According to the improved version, the sealing device is located at a certain distance from the surface of the casting rolls, and the gap formed by the sealing device and the surface of the casting rolls is sealed, at least on the input and output sides, with the help of contact seals, preferably brush seals or rubber cuffs seals Thus, the penetration of the air carried by the boundary layer is largely limited, even before the first suction chamber.

According to another embodiment, at least one of the suction chambers is additionally equipped with an inert gas purge system. with

The device is improved by placing the inert gas supply device between the covering cap and the exhaust device, while the inert gas supply device is made in the form of a reduced pressure chamber, which has an opening directed to the surface of the casting rolls. It is expedient to make the opening in the form of a nozzle directed "E obliquely to the surface of the casting rolls and at an angle to the adjacent suction chamber. As a result, the layer of inert gas closest to the roll comes into contact with the casting roll, and thus provides good protection against the access of oxygen or air. If a layer of inert gas with a thickness of several millimeters is applied to the roll, and if an inert gas that has a greater density than air is used, then there is no need for the covering cap to be directly adjacent to the inert gas supply line and the exhaust device. Other features and advantages can be seen from the following description of the device and the method of casting a metal strip in several versions. ;" Fig. 1 shows a cross-section of a two-roll casting plant with the first embodiment of a sealing device;

Fig. 2 shows the second embodiment of the sealing device according to the invention; their Fig.3 shows the third embodiment of the sealing device according to the invention.
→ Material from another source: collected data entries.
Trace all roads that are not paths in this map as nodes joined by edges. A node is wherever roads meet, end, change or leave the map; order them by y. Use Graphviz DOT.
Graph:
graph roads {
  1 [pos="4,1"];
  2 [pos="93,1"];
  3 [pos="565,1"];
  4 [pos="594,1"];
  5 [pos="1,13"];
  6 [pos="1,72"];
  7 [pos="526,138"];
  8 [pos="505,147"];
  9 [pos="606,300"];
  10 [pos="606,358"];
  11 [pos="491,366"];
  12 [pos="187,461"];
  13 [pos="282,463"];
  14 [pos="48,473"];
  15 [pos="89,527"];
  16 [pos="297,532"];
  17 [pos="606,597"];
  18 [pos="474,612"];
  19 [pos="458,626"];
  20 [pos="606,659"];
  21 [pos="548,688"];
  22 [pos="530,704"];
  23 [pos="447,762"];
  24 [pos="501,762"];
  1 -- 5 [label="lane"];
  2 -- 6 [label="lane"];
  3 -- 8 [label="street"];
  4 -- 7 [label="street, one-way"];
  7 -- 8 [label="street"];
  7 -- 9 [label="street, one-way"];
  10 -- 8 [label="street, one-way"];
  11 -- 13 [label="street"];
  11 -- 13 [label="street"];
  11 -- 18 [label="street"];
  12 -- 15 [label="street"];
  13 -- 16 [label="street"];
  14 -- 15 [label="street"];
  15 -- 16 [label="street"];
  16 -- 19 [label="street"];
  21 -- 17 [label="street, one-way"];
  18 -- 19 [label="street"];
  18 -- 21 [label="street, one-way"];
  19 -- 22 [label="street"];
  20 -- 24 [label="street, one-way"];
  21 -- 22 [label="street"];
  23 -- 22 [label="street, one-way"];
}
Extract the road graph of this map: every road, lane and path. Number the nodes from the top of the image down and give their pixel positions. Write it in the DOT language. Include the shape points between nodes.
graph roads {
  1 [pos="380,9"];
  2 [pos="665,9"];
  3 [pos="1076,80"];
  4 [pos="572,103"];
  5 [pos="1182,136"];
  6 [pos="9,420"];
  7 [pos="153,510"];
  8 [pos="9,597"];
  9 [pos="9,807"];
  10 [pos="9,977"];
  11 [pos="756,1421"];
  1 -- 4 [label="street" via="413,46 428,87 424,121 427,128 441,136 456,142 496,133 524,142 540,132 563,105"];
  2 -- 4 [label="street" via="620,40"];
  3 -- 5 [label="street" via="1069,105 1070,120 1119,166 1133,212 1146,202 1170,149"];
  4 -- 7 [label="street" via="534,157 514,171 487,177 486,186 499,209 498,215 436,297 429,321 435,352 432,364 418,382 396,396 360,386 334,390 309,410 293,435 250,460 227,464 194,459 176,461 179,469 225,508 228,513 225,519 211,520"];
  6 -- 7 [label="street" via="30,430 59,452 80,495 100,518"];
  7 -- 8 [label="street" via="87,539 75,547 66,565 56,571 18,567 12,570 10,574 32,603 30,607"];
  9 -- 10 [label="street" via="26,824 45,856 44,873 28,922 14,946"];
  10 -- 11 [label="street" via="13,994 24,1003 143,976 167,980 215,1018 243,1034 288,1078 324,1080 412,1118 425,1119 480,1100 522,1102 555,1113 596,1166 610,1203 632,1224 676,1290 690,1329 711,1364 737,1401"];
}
The two-roll casting plant, schematically shown in section in Fig. 1, has two driving casting rolls 1, 2, whose axes З, 4 are parallel and located in the horizontal plane. Two casting rolls 1, 2, which rotate in opposite directions according to the arrows 5, 6, are equipped with internal cooling (not shown) 5 or the walls of the casting rolls with a surface 7. The end surfaces are quite close to the casting roll 1, 2 and there are side thresholds 8 . Casting rolls 1, 2 and side thresholds 8 form a casting chamber 9, into which

F melt 20 from a melt container or a distribution tank (not shown) through a feeding nozzle 10 provided with outlet holes 11, while the melt 20 forms a melt pool 12. The casting chamber 9 is limited from above by a covering cap 13, which is located above the casting rolls 1, 2 and side thresholds and provided with a refractory lining 14 on the side of the melt in order to protect the melt 20 from excessive heat loss and from oxidation by atmospheric oxygen. The supporting device 15 for the covering cap 13 is connected

F) with a fixed frame 16 with the help of adjusting elements 17, which serve to set the required minimum gap 18 between the covering cap 13 and the casting rolls 1, 2. Through the covering cap 13, the feeding nozzle 10 passes with a very small annular gap, which, if necessary, can be provided with a seal between these two elements.

When using a two-roll casting plant of such a configuration, it is possible to cast a thin metal strip, in particular, a steel strip with a thickness of Tmm to 12 mm, and the melt 20 that is drawn off is continuously introduced, as described above, into the casting chamber 9. Near the casting rolls 1, 2, which rotate toward each other and cool, active formation of shells takes place on the surface of the jet, which in the narrowest cross-section 65 Between the casting rolls are connected into a strip formed by the casting rolls. The thickness of the strip that comes out of the casting rolls is determined by the distance between the casting rolls.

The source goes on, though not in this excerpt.